No princípio mesmo do apercebimento há a compreensão do que é verdadeiro. A verdade não é um resultado ou um intuito, mas é para ser compreendida. No próprio processo da compreensão, por exemplo, da ambição, há a realização do que é verdadeiro. Esta compreensão não nasce da simples razão ou da emoção, porém, é o resultado do apercebimento da perfeição da ação-pensamento. 

Quando estamos conscientes, ficamos apercebidos de um processo dual que se opera em nós, — querer e não querer; desejos incontidos e desejos reprimidos. Os desejos incontidos têm a sua forma própria de vontade. A concentração sobre os desejos incontidos e sua ação, cria um mundo de competição e divisão em mundanismo, amor da posse e ansiedade pela continuidade pessoal. Ao percebermos as consequências destes desejos incontidos, que tanta dor e tristeza nos causam, nasce o desejo de refreá-los, com sua própria vontade típica. Assim, há conflito entre a vontade incontida e a vontade de reprimir. Este conflito tanto pode criar compreensão, como confusão e ignorância. A vontade incontida e a vontade de reprimir são a causa da dualidade, fato que não pode ser negado. 

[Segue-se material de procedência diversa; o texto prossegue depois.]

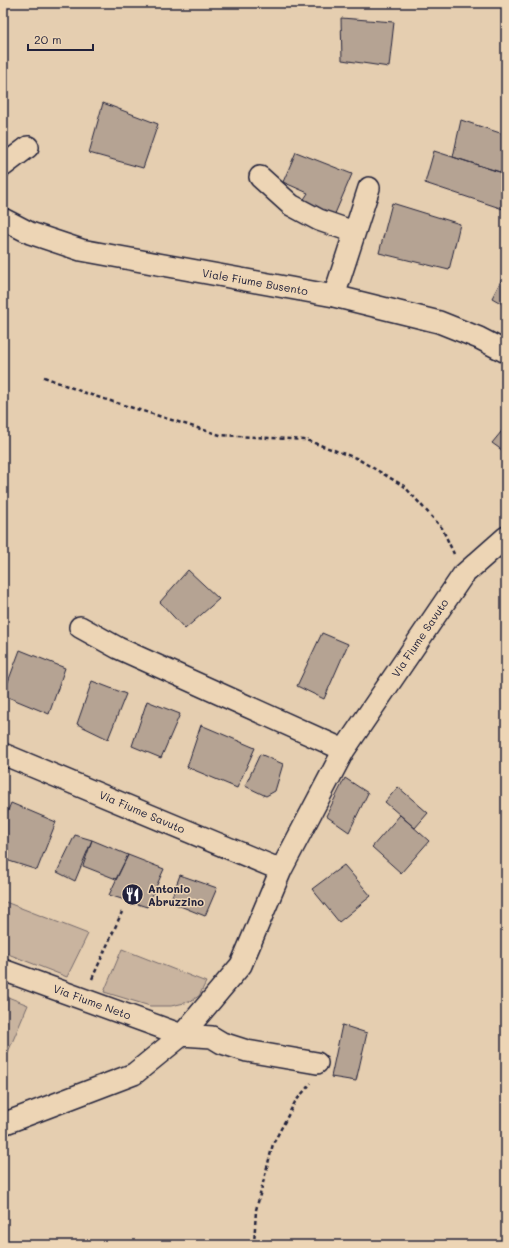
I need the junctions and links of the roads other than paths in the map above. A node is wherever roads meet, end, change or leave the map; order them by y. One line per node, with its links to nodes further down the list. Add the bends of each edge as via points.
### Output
1 (28, 148): 2 (street)
2 (3, 166)
3 (260, 177): 6 (street, via 291,205 319,220)
4 (369, 188): 6 (street)
5 (3, 219): 7 (street, Viale Fiume Busento, via 30,233 81,250)
6 (354, 232): 7 (street)
7 (334, 296): 8 (street, Viale Fiume Busento, via 439,322)
8 (506, 352)
9 (506, 537): 11 (street, Via Fiume Savuto, via 463,575)
10 (80, 627): 11 (street, via 118,648)
11 (344, 750): 13 (street, Via Fiume Savuto)
12 (3, 754): 13 (street, Via Fiume Savuto)
13 (281, 870): 15 (street, Via Fiume Savuto, via 241,965)
14 (3, 970): 15 (street, Via Fiume Neto)
15 (182, 1035): 16 (street, Via Fiume Neto, via 212,1038 247,1051); 17 (street, Via Fiume Savuto, via 134,1074)
16 (317, 1063)
17 (3, 1124)

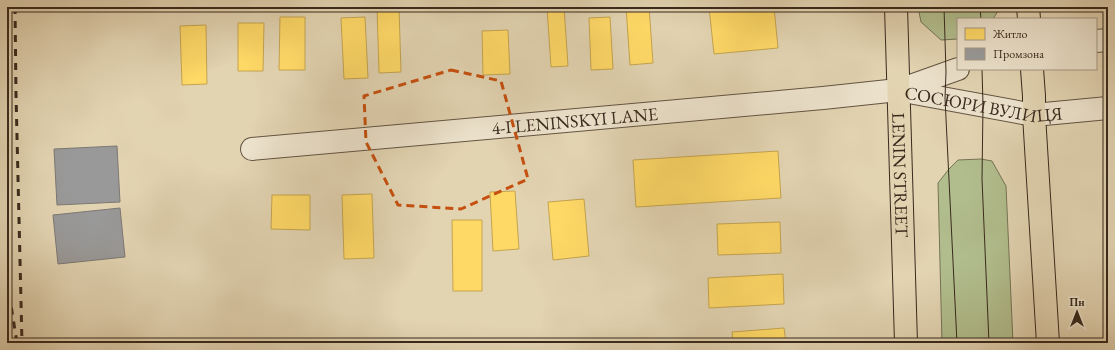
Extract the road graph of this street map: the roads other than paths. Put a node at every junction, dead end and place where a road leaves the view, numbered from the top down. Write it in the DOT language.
graph roads {
  1 [pos="896,7"];
  2 [pos="1028,7"];
  3 [pos="1029,18"];
  4 [pos="1108,40"];
  5 [pos="1097,41"];
  6 [pos="957,69"];
  7 [pos="1032,70"];
  8 [pos="898,90"];
  9 [pos="1108,108"];
  10 [pos="1034,115"];
  11 [pos="252,149"];
  12 [pos="906,343"];
  13 [pos="1048,343"];
  1 -- 8 [label="main road, LENIN STREET"];
  2 -- 3 [label="main road"];
  4 -- 5 [label="street"];
  6 -- 8 [label="street, СОСЮРИ ВУЛИЦЯ"];
  7 -- 10 [label="main road"];
  8 -- 10 [label="street, СОСЮРИ ВУЛИЦЯ"];
  8 -- 11 [label="street, 4-I LENINSKYI LANE"];
  8 -- 12 [label="main road, LENIN STREET"];
  9 -- 10 [label="street, СОСЮРИ ВУЛИЦЯ"];
  10 -- 13 [label="main road"];
}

Embora os opostos tenham uma causa comum, não podemos passar ligeiramente sobre eles ou colocá-los de lado; temos de compreende-los, para ficarmos livres do conflito dos opostos. 

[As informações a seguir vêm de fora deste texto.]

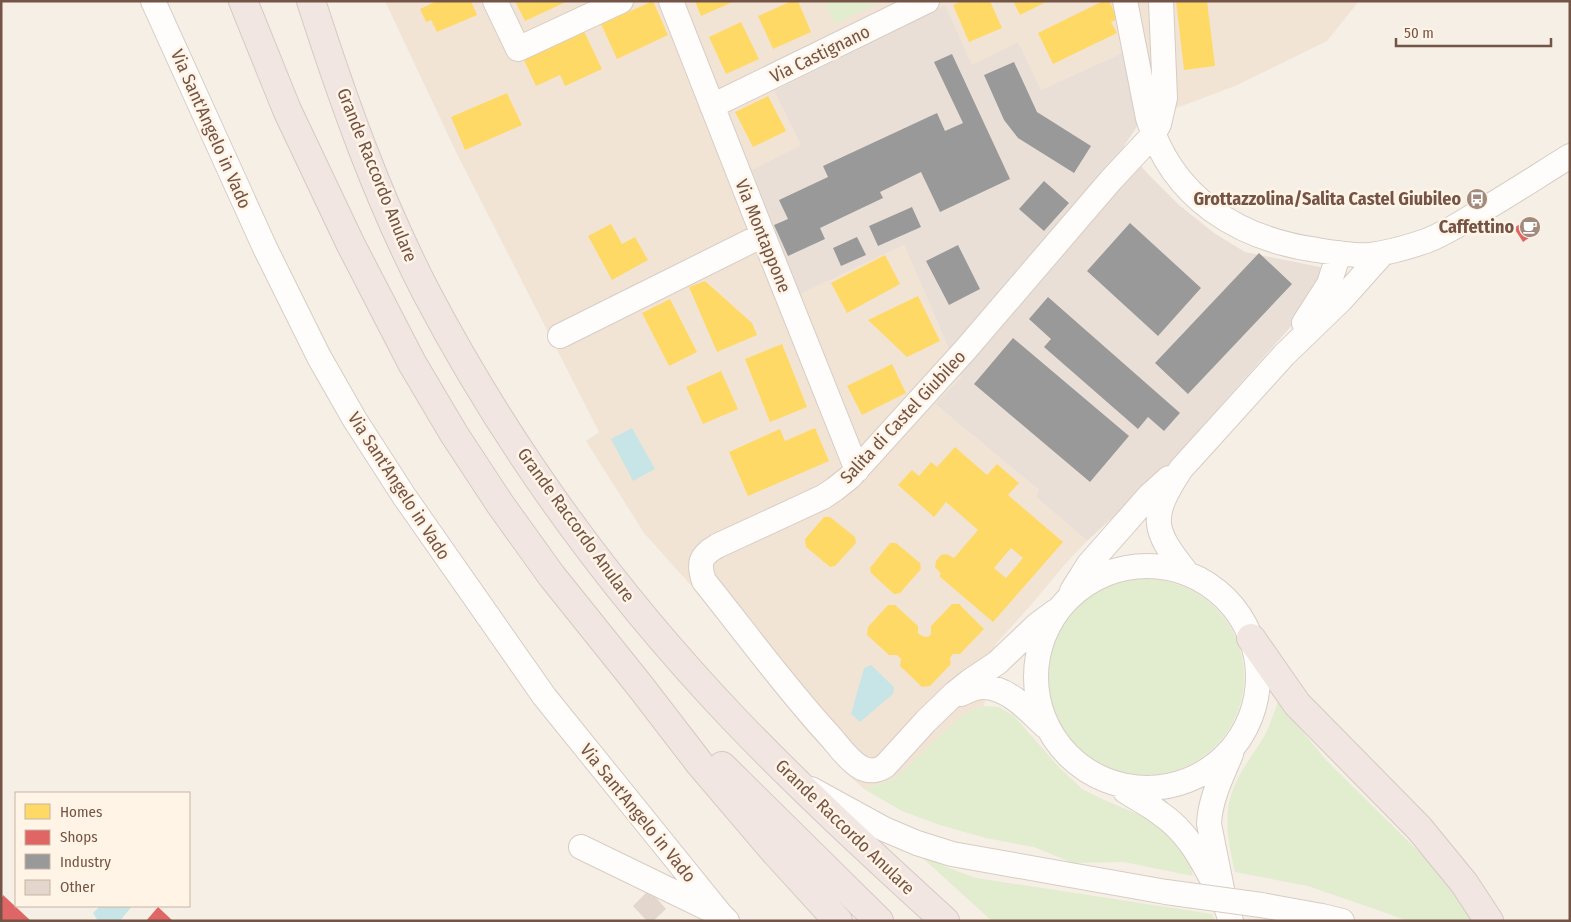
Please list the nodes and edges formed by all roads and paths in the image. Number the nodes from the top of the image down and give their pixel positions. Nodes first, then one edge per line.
1 (153, 1) edge
2 (243, 1) edge
3 (257, 1) edge
4 (311, 1) edge
5 (317, 1) edge
6 (495, 1) edge
7 (620, 1) edge
8 (671, 1) edge
9 (928, 1) edge
10 (1124, 1) edge
11 (1160, 1) edge
12 (326, 48) junction
13 (712, 106) junction
14 (287, 110) junction
15 (1153, 135) junction
16 (1570, 156) edge
17 (762, 234) junction
18 (1339, 253) junction
19 (1383, 253) junction
20 (560, 336) dead end
21 (1284, 355) junction
22 (1181, 469) junction
23 (857, 470) junction
24 (1187, 573) junction
25 (1062, 605) junction
26 (1251, 638) junction
27 (640, 686) junction
28 (948, 701) junction
29 (1058, 739) junction
30 (1234, 744) junction
31 (794, 780) junction
32 (1120, 787) junction
33 (581, 847) dead end
34 (1228, 912) edge
35 (724, 918) edge
36 (838, 921) edge
37 (879, 921) edge
38 (945, 921) edge
39 (1342, 921) edge
40 (1489, 921) edge

1 - 35 street, Via Sant'Angelo in Vado
2 - 14 highway
3 - 14 highway
4 - 12 highway, Grande Raccordo Anulare
5 - 12 highway, Grande Raccordo Anulare
6 - 7 street
8 - 13 street, Via Montappone
9 - 13 street, Via Castignano
10 - 15 street
11 - 15 street, Salita di Castel Giubileo
12 - 31 highway, Grande Raccordo Anulare
13 - 17 street, Via Montappone
14 - 27 highway
15 - 18 street
15 - 23 street, Salita di Castel Giubileo
16 - 19 street
17 - 20 street
17 - 23 street, Via Montappone
18 - 19 street
18 - 21 street, Salita di Castel Giubileo
19 - 21 street, Salita di Castel Giubileo
21 - 22 street, Salita di Castel Giubileo
22 - 24 street, Salita di Castel Giubileo
22 - 25 street, Salita di Castel Giubileo
23 - 28 street, Salita di Castel Giubileo
24 - 25 street
24 - 26 street
25 - 28 street, Salita di Castel Giubileo
25 - 29 street
26 - 30 street
26 - 40 highway
27 - 36 highway
27 - 37 highway
28 - 29 street, Salita di Castel Giubileo
29 - 32 street
30 - 32 street
30 - 34 street
31 - 38 highway, Grande Raccordo Anulare
31 - 39 street, bridge
32 - 34 street
33 - 35 street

Sendo invejosos e, por isso, conscientes do conflito e da dor, procuramos cultivar o seu oposto, mas nisto não há libertação da inveja. O motivo que nos leva a cultivar o oposto é muito importante; se for um desejo de fugir da luta e do sofrimento da inveja, então o seu oposto torna-se idêntico a ele mesmo, e, portanto, não há libertação da inveja. Ao passo que, se considerarmos profundamente a causa intrínseca da inveja e nos tornarmos apercebidos de suas várias formas, com suas incitações, então, neste entendimento, há libertação da inveja, sem criar seu oposto. A concentração que surge no processo do apercebimento não resulta do auto-interesse ou da mórbida introspecção. Estar interessado é ser criador e isto é felicidade. Esta concentração do interesse vem naturalmente, quando há apercebimento. Quando há compreensão do processo dos desejos incontidos, com sua denominada vontade positiva e repressiva, nasce a plenitude, o preenchimento que não é criação do intelecto. O intelecto, a faculdade de discernir, é o instrumento do entendimento e não um fim em si mesmo. O entendimento transcende à razão e a emoção. 

* * * 

O apercebimento surge, quando há interesse em compreender, mas o interesse não pode ser criado pela simples vontade e controle. Se derdes valor verdadeira às coisas, somente para não haver conflito, estais vivendo num estado de ilusão, pois então não compreendereis o processo do desejo que cria conflito e dor. 

* * * 

Existe a auto-análise, a introspecção, se não houverdes entendido a experiência no presente. Na auto-análise ides para fora do fluxo da vida, examinando uma coisa que é passada e morta; ao passo que existe um processo natural de observação, de exame no movimento, no viver, que pertence à própria vida. 

* * * 

O apercebimento é o processo da plenitude, e a introspecção é incompleta. O resultado da introspecção é mórbido, doloroso, ao passo que o apercebimento é entusiasmo e alegria. 

* * * 

O apercebimento está no momento da ação; se estamos apercebidos entendemos compreensivamente, como um todo, causa e efeito da ação, o processo imitativo do medo, suas reações, etc. Este apercebimento liberta o pensamento das causas e influências que o limitam e o prendem, sem criar mais cativeiro, e assim o pensamento torna-se profundamente flexível, o que é ser imortal. A auto-análise ou introspecção tem lugar, antes ou depois da ação, preparando assim, o futuro e limitando-o. 

* * * 

No apercebimento há somente o presente, isto é, estando apercebidos, vedes o processo passado da influência que controla o presente e modifica o futuro. O apercebimento é um processo integral, não um processo de divisão. Por exemplo, se eu falo a pergunta "Acredito em Deus", no próprio decurso da pergunta posso observar, se estiver apercebido, o que é que me leva a fazer esta pergunta; se estou atento, posso compreender quais foram e quais são as forças em ação, que estão me compelindo a fazer esta pergunta. Então, estou apercebido das várias formas de medo, daquele com que os meus antepassados criaram uma certa ideia de Deus e a transmitiram a mim, e, combinando sua ideia com as minhas reações presentes, modifiquei ou mudei o conceito de Deus. Estando desperto, compreendo este processo inteiro do passado, seu efeito no presente e no futuro, integralmente, como um todo. 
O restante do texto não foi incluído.